- _TASK INSTRUCTIONS_:
A faithful, complete copy of the entries below is required, with images removed.
+ + + + + + +
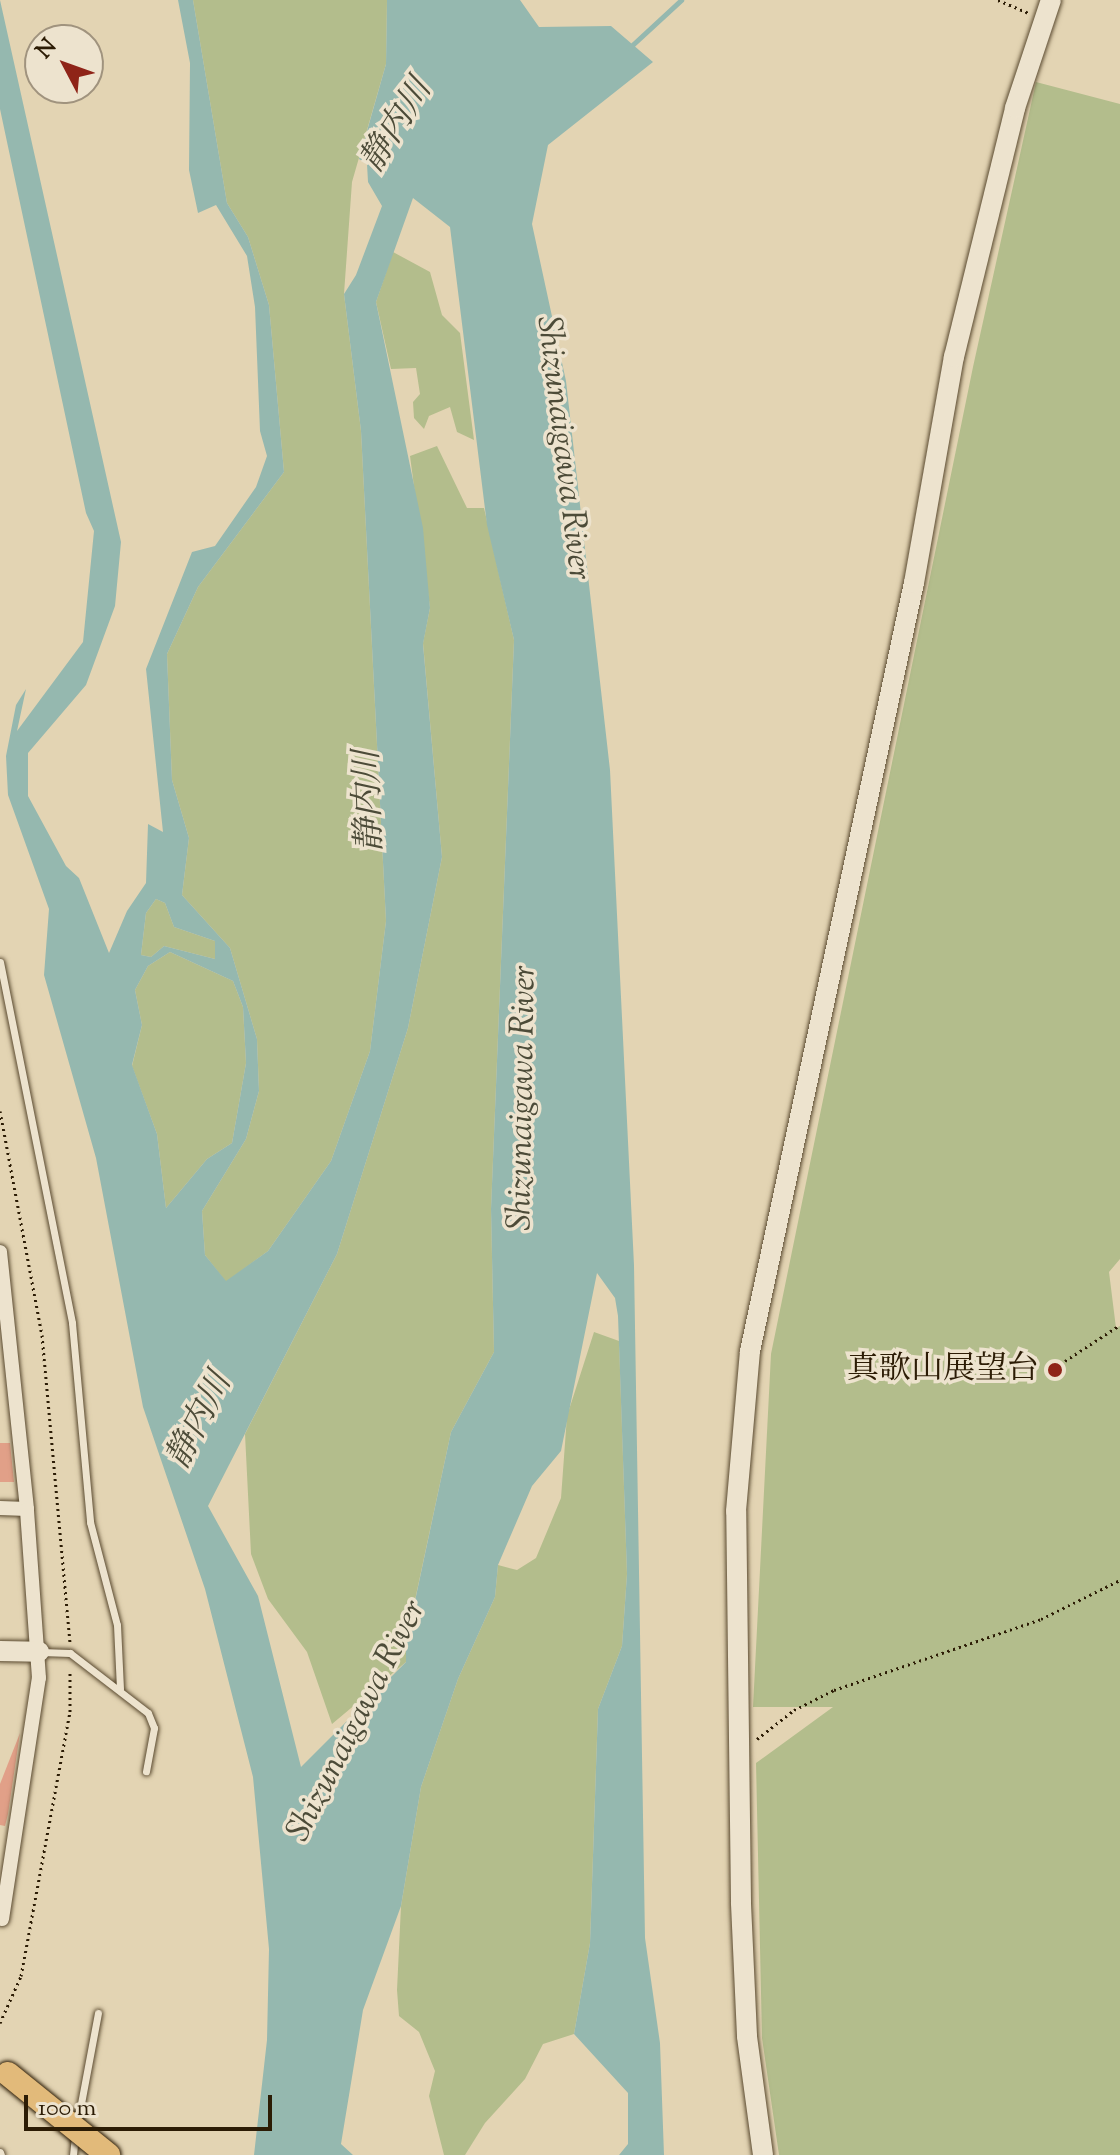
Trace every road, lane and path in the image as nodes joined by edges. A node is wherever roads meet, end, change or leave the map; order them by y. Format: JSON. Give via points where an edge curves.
{"nodes":[{"id":1,"x":998,"y":0,"type":"edge"},
{"id":2,"x":1044,"y":5,"type":"edge"},
{"id":3,"x":0,"y":962,"type":"edge"},
{"id":4,"x":0,"y":1111,"type":"edge"},
{"id":5,"x":0,"y":1252,"type":"edge"},
{"id":6,"x":1,"y":1269,"type":"edge"},
{"id":7,"x":1120,"y":1325,"type":"edge"},
{"id":8,"x":1065,"y":1361,"type":"dead end"},
{"id":9,"x":0,"y":1508,"type":"edge"},
{"id":10,"x":27,"y":1509,"type":"junction"},
{"id":11,"x":1120,"y":1580,"type":"edge"},
{"id":12,"x":0,"y":1651,"type":"edge"},
{"id":13,"x":39,"y":1652,"type":"junction"},
{"id":14,"x":70,"y":1653,"type":"junction"},
{"id":15,"x":120,"y":1689,"type":"junction"},
{"id":16,"x":739,"y":1754,"type":"junction"},
{"id":17,"x":146,"y":1771,"type":"dead end"},
{"id":18,"x":2,"y":1919,"type":"dead end"},
{"id":19,"x":98,"y":2013,"type":"dead end"},
{"id":20,"x":0,"y":2023,"type":"edge"},
{"id":21,"x":8,"y":2074,"type":"dead end"},
{"id":22,"x":73,"y":2155,"type":"edge"},
{"id":23,"x":108,"y":2155,"type":"edge"},
{"id":24,"x":763,"y":2155,"type":"edge"}],
"edges":[{"from":1,"to":2,"type":"path"},
{"from":2,"to":16,"type":"street","via":[[954,357],[914,583],[750,1351],[736,1511]]},
{"from":3,"to":15,"type":"lane","via":[[72,1323],[90,1522],[117,1625]]},
{"from":4,"to":14,"type":"path","via":[[42,1335]]},
{"from":5,"to":6,"type":"street"},
{"from":6,"to":10,"type":"street"},
{"from":7,"to":8,"type":"path"},
{"from":9,"to":10,"type":"street"},
{"from":10,"to":13,"type":"street"},
{"from":11,"to":16,"type":"path","via":[[1041,1619],[834,1690],[794,1710]]},
{"from":12,"to":13,"type":"street"},
{"from":13,"to":14,"type":"lane"},
{"from":13,"to":18,"type":"street"},
{"from":14,"to":15,"type":"lane"},
{"from":14,"to":20,"type":"path","via":[[70,1712],[21,1976]]},
{"from":15,"to":17,"type":"lane","via":[[148,1713],[154,1728]]},
{"from":16,"to":24,"type":"street","via":[[747,2036]]},
{"from":19,"to":22,"type":"lane"},
{"from":21,"to":23,"type":"highway","bridge":true}]}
+ + + + + + +
- _ANSWER TO THIS PROBLEM_:
Trace every road, lane and path in the image as nodes joined by edges. A node is wherever roads meet, end, change or leave the map; order them by y. Format: JSON. Give via points where an edge curves.
{"nodes":[{"id":1,"x":998,"y":0,"type":"edge"},
{"id":2,"x":1044,"y":5,"type":"edge"},
{"id":3,"x":0,"y":962,"type":"edge"},
{"id":4,"x":0,"y":1111,"type":"edge"},
{"id":5,"x":0,"y":1252,"type":"edge"},
{"id":6,"x":1,"y":1269,"type":"edge"},
{"id":7,"x":1120,"y":1325,"type":"edge"},
{"id":8,"x":1065,"y":1361,"type":"dead end"},
{"id":9,"x":0,"y":1508,"type":"edge"},
{"id":10,"x":27,"y":1509,"type":"junction"},
{"id":11,"x":1120,"y":1580,"type":"edge"},
{"id":12,"x":0,"y":1651,"type":"edge"},
{"id":13,"x":39,"y":1652,"type":"junction"},
{"id":14,"x":70,"y":1653,"type":"junction"},
{"id":15,"x":120,"y":1689,"type":"junction"},
{"id":16,"x":739,"y":1754,"type":"junction"},
{"id":17,"x":146,"y":1771,"type":"dead end"},
{"id":18,"x":2,"y":1919,"type":"dead end"},
{"id":19,"x":98,"y":2013,"type":"dead end"},
{"id":20,"x":0,"y":2023,"type":"edge"},
{"id":21,"x":8,"y":2074,"type":"dead end"},
{"id":22,"x":73,"y":2155,"type":"edge"},
{"id":23,"x":108,"y":2155,"type":"edge"},
{"id":24,"x":763,"y":2155,"type":"edge"}],
"edges":[{"from":1,"to":2,"type":"path"},
{"from":2,"to":16,"type":"street","via":[[954,357],[914,583],[750,1351],[736,1511]]},
{"from":3,"to":15,"type":"lane","via":[[72,1323],[90,1522],[117,1625]]},
{"from":4,"to":14,"type":"path","via":[[42,1335]]},
{"from":5,"to":6,"type":"street"},
{"from":6,"to":10,"type":"street"},
{"from":7,"to":8,"type":"path"},
{"from":9,"to":10,"type":"street"},
{"from":10,"to":13,"type":"street"},
{"from":11,"to":16,"type":"path","via":[[1041,1619],[834,1690],[794,1710]]},
{"from":12,"to":13,"type":"street"},
{"from":13,"to":14,"type":"lane"},
{"from":13,"to":18,"type":"street"},
{"from":14,"to":15,"type":"lane"},
{"from":14,"to":20,"type":"path","via":[[70,1712],[21,1976]]},
{"from":15,"to":17,"type":"lane","via":[[148,1713],[154,1728]]},
{"from":16,"to":24,"type":"street","via":[[747,2036]]},
{"from":19,"to":22,"type":"lane"},
{"from":21,"to":23,"type":"highway","bridge":true}]}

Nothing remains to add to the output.